Great apes show an ability to discern what others are thinking that we once only attributed to humans

Ape Psychology Illustration
Nolan Pelletier

Sometimes the way to crack a tough scientific problem is to put on a King Kong suit and let the camera roll. At least that’s what worked for psychologists who set out to study the mind-reading abilities of great apes. Their new research, published in Science, shows for the first time that apes can predict the behavior of an animal that is mistaken or deceived—an ability long thought to be unique to humans.

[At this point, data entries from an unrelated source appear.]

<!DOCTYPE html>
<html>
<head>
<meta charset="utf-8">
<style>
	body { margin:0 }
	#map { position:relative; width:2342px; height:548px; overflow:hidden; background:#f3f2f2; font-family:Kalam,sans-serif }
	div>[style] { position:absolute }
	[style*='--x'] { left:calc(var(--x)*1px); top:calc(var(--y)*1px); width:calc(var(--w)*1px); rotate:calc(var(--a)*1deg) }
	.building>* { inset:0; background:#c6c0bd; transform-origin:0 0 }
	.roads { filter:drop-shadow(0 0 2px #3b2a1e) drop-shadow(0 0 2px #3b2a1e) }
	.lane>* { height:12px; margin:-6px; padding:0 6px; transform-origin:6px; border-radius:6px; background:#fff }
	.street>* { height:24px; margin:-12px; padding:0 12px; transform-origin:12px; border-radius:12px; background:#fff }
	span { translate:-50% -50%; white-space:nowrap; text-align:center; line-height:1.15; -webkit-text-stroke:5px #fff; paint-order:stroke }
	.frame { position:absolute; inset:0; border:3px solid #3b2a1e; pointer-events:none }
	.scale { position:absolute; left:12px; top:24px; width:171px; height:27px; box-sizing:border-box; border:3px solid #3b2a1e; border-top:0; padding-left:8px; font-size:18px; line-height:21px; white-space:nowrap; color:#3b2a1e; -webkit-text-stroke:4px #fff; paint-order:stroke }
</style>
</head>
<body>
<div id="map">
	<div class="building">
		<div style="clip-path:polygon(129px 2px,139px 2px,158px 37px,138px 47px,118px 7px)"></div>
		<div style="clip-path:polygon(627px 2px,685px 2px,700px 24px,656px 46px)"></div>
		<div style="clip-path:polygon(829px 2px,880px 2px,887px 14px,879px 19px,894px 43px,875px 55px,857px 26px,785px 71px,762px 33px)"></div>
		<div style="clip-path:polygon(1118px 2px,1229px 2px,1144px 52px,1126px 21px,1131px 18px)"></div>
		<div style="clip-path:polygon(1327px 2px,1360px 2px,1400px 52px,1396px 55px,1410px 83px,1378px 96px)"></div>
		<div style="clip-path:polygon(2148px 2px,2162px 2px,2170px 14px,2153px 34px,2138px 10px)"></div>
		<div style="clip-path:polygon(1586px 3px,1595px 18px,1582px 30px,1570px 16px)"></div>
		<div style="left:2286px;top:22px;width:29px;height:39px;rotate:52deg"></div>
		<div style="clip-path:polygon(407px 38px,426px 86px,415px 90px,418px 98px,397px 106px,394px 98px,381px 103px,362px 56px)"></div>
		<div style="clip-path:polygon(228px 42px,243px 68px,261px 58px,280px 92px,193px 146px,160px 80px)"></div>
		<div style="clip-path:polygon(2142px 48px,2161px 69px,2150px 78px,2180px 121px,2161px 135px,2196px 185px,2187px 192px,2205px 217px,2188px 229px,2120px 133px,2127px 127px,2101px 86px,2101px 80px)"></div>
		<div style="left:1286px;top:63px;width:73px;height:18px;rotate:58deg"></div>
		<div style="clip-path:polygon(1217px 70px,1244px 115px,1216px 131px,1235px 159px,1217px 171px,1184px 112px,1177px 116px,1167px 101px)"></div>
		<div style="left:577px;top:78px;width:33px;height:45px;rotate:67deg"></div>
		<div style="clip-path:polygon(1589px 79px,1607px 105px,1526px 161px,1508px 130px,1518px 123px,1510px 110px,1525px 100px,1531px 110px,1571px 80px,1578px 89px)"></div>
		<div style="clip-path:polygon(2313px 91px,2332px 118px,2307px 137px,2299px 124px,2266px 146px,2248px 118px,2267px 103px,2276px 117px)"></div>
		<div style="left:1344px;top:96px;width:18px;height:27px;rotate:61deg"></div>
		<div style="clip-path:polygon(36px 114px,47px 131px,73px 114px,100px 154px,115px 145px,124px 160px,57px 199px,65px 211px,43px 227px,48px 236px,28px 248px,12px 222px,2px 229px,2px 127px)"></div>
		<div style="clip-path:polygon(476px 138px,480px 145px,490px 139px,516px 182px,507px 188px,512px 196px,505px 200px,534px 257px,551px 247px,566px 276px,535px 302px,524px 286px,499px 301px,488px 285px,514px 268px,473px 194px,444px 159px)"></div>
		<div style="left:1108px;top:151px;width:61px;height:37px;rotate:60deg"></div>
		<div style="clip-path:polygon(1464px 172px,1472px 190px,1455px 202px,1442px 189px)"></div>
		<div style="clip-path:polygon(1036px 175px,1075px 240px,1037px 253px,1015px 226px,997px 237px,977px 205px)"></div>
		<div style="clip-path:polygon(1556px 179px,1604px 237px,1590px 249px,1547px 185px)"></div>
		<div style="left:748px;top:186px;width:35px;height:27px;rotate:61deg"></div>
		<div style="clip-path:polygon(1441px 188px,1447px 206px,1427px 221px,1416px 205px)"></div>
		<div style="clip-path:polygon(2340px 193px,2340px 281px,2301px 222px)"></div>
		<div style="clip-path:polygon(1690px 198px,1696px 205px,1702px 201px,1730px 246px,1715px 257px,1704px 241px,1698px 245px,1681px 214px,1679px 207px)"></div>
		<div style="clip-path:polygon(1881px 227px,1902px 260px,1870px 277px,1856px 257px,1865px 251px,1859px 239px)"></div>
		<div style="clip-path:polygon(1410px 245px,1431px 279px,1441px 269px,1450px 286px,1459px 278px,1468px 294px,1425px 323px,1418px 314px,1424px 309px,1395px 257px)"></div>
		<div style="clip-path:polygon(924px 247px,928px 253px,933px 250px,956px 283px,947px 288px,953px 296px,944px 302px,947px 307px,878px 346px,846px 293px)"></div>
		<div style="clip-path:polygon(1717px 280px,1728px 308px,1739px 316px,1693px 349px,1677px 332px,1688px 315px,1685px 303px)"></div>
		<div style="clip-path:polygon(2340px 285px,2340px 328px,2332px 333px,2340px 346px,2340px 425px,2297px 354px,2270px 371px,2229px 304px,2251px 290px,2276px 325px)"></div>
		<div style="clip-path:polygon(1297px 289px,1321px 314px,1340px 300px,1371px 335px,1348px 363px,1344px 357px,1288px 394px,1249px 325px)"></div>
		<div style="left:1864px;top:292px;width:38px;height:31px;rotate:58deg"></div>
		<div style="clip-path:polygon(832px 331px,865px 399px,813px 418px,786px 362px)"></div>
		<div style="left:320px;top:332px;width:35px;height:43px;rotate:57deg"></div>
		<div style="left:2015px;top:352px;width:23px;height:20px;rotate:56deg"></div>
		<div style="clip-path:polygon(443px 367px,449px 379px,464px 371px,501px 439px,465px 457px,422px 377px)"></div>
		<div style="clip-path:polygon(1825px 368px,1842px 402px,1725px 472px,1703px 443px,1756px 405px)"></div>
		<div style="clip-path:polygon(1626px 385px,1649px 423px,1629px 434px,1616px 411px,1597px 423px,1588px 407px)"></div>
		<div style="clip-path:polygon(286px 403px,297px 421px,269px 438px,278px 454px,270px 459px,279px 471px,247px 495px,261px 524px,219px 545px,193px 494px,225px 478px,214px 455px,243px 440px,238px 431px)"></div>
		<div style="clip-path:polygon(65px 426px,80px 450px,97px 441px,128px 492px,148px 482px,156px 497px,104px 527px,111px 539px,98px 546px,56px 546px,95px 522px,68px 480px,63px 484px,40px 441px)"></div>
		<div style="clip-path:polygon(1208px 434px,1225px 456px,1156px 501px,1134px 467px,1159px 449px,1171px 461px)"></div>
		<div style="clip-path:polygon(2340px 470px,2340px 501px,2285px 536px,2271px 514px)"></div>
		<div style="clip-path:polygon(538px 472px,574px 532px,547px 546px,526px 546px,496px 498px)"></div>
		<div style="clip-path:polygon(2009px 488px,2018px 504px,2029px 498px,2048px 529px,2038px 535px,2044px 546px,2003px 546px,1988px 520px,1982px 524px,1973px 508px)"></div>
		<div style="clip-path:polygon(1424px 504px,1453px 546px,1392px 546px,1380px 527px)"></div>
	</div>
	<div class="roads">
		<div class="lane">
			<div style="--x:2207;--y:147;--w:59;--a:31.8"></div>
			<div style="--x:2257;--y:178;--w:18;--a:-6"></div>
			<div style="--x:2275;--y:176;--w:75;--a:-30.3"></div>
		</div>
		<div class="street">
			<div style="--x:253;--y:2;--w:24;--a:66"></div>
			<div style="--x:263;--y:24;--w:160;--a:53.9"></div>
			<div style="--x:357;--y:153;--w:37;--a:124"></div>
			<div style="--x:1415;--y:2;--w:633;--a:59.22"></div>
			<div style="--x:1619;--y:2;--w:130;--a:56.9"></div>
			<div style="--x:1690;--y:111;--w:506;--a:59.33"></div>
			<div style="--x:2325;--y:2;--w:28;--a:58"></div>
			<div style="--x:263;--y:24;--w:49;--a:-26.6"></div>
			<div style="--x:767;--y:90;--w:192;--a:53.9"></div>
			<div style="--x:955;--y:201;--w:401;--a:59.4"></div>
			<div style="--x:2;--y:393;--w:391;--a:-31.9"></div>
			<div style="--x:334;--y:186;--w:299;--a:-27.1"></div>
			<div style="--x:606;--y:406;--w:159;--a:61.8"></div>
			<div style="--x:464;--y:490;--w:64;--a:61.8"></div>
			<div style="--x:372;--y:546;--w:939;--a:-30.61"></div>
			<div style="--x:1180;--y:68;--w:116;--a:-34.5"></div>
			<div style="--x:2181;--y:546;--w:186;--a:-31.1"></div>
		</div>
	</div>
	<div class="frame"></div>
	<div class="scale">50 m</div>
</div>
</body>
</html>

For nearly four decades, researchers have debated whether great apes, which are the primates most closely related to humans and include the gorillas and chimpanzees, are aware of others’ desires and intentions—a concept called “theory of mind.” The strongest argument against the apes understanding this concept as humans do is that they have consistently failed a classic test to detect theory of mind in children.

In a typical version of the experiment, a child watches someone hide a marble in a box and then leave the room. A second person comes in and moves the marble. The first person returns. Can the child say where the first person will look for the marble? If she says “the first box,” she has successfully grasped the other person’s point of view, even if it’s mistaken.

Adapting the same test to apes, most researchers have replaced locate-the-marble with a hunt for treats, such as grapes. But Christopher Krupenye, a psychologist at the Max Planck Institute for Evolutionary Anthropology, wondered if the animals were flunking the test because its design was too complicated—and the apes couldn’t resist the snack.

Enter the King Kong suit, which Krupenye calls a “last-ditch attempt” to get to the bottom of the ape mind. Krupenye and Fumihiro Kano, a psychologist at Kyoto University in Japan, filmed several Chaplinesque movies that mimicked the marble scenario. Then they screened them in an easily accessible “home entertainment center” in the apes’ dormitory. Eventually, 19 chimpanzees, 14 bonobos and 7 orangutans watched the shorts. The big crowd pleaser? A film in which a graduate student wearing the ape costume sneaks up behind a scientist, whacks him with a stick, then hides inside one of two large hay bales. The man stomps off; while he’s away, Kong leaves. Soon the man returns, with his own stick, and walks to the bales to get his revenge.

As the apes watched, an infrared tracking device monitored their eye movements. At the critical moment before the man decided which hay bale to strike, 20 of the apes looked to where Kong had originally been hiding and ten looked at the wrong one, giving them a 67 percent accuracy rate—enough to earn a passing grade. (Another 10 apes didn’t look at either hay bale, so were left out of the calculations.) “To find evidence that [the apes] could succeed was quite surprising,” Krupenye says, and argues that they were indeed able to anticipate the man’s error.

Such nuanced understanding is the key to behaviors such as lying, cheating, making art and telling stories—things that humans typically consider, well, human. In fact, a theory of mind was essential to creating these King Kong films, Krupenye says: “We’re not Juilliard-trained performers, but we did our best.”